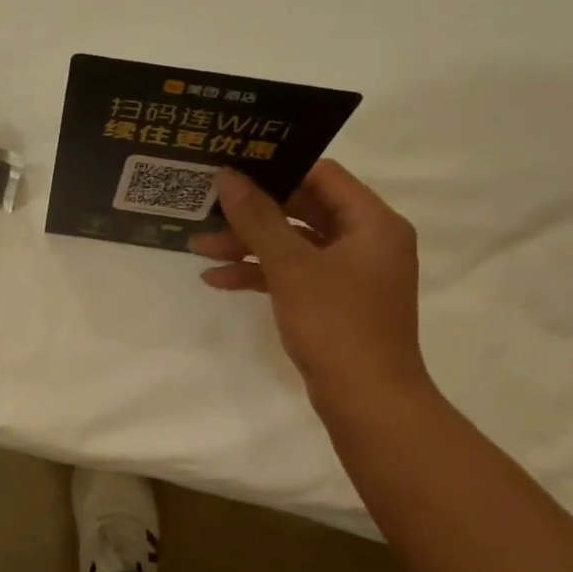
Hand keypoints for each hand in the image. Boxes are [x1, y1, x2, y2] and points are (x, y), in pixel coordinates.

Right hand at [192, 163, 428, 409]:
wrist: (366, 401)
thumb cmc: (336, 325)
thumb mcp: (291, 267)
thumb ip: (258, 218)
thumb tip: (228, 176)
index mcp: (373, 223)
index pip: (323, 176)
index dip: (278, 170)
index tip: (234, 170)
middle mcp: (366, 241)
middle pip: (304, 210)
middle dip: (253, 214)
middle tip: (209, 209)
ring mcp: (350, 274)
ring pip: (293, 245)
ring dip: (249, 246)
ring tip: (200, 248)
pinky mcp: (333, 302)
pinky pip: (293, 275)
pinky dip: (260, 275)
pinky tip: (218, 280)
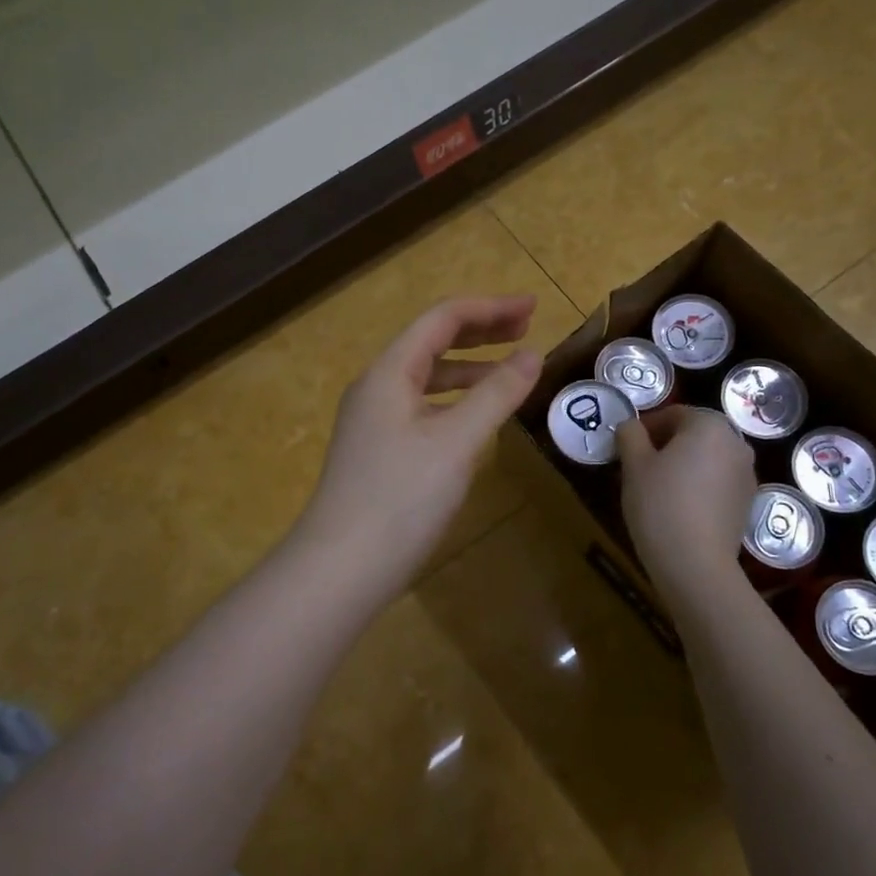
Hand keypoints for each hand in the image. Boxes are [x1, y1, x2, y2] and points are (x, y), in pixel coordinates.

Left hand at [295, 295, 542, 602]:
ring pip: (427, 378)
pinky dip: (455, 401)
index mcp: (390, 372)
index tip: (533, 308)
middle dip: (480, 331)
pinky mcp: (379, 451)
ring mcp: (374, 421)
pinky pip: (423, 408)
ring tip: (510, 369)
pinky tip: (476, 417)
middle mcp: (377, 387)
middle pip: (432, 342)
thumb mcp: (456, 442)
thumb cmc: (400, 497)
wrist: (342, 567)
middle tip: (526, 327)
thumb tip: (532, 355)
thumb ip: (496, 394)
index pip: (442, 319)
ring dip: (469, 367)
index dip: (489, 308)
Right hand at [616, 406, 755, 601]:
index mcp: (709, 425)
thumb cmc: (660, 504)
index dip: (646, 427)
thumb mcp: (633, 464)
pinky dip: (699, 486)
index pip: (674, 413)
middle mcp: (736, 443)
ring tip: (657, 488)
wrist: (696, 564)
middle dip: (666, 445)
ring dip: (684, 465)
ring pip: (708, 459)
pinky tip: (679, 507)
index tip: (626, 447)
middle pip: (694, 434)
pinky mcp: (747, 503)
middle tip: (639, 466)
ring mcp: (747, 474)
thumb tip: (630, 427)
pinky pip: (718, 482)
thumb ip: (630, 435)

* * *

**Your goal:**
Apart from the pictures, repeat the data above exactly.

**Solved problem:**
Hand keypoints for each hand in the image. Boxes are [x1, y1, x2, y2] and points are (x, y), in pixel coordinates.

Right hand at [192, 163, 428, 409]:
wrist: (366, 401)
thumb cmc: (336, 325)
thumb mcp: (291, 267)
thumb ip: (258, 218)
thumb tip: (228, 176)
index mcp: (373, 223)
index pip: (323, 176)
index dip: (278, 170)
index tip: (234, 170)
middle mcp: (366, 241)
middle pip: (304, 210)
middle dip: (253, 214)
middle tip: (209, 209)
ring mcp: (350, 274)
ring pip: (293, 245)
ring dip: (249, 246)
ring tip: (200, 248)
pinky mcp: (333, 302)
pinky pip: (293, 275)
pinky dip: (260, 275)
pinky tip: (218, 280)
Hand keypoints for each hand in the image. Boxes are [x1, y1, x2, y2] and points are (x, y), in pixel coordinates.

Left hand at [295, 295, 542, 602]:
ring pip: (427, 378)
pinky dip: (455, 401)
index mcp: (390, 372)
index tip: (533, 308)
middle dip: (480, 331)
pinky mcp: (379, 451)
ring mcp: (374, 421)
pinky pip: (423, 408)
ring tip: (510, 369)
pinky tip: (476, 417)
middle mcp: (377, 387)
middle pip: (432, 342)
thumb mcp: (456, 442)
thumb cmc: (400, 497)
wrist: (342, 567)
middle tip: (526, 327)
thumb tip: (532, 355)
thumb ip: (496, 394)
index pip: (442, 319)
ring dip: (469, 367)
index dip: (489, 308)
Right hand at [616, 406, 755, 601]:
index mcp: (709, 425)
thumb cmc: (660, 504)
index dip: (646, 427)
thumb mcp: (633, 464)
pinky dip: (699, 486)
index pip: (674, 413)
middle mcp: (736, 443)
ring tip: (657, 488)
wrist: (696, 564)
middle dip: (666, 445)
ring dip: (684, 465)
ring pip: (708, 459)
pinky tip: (679, 507)
index tip: (626, 447)
middle pip: (694, 434)
pinky mcp: (747, 503)
middle tip: (639, 466)
ring mcp: (747, 474)
thumb tip: (630, 427)
pinky pip: (718, 482)
thumb ip: (630, 435)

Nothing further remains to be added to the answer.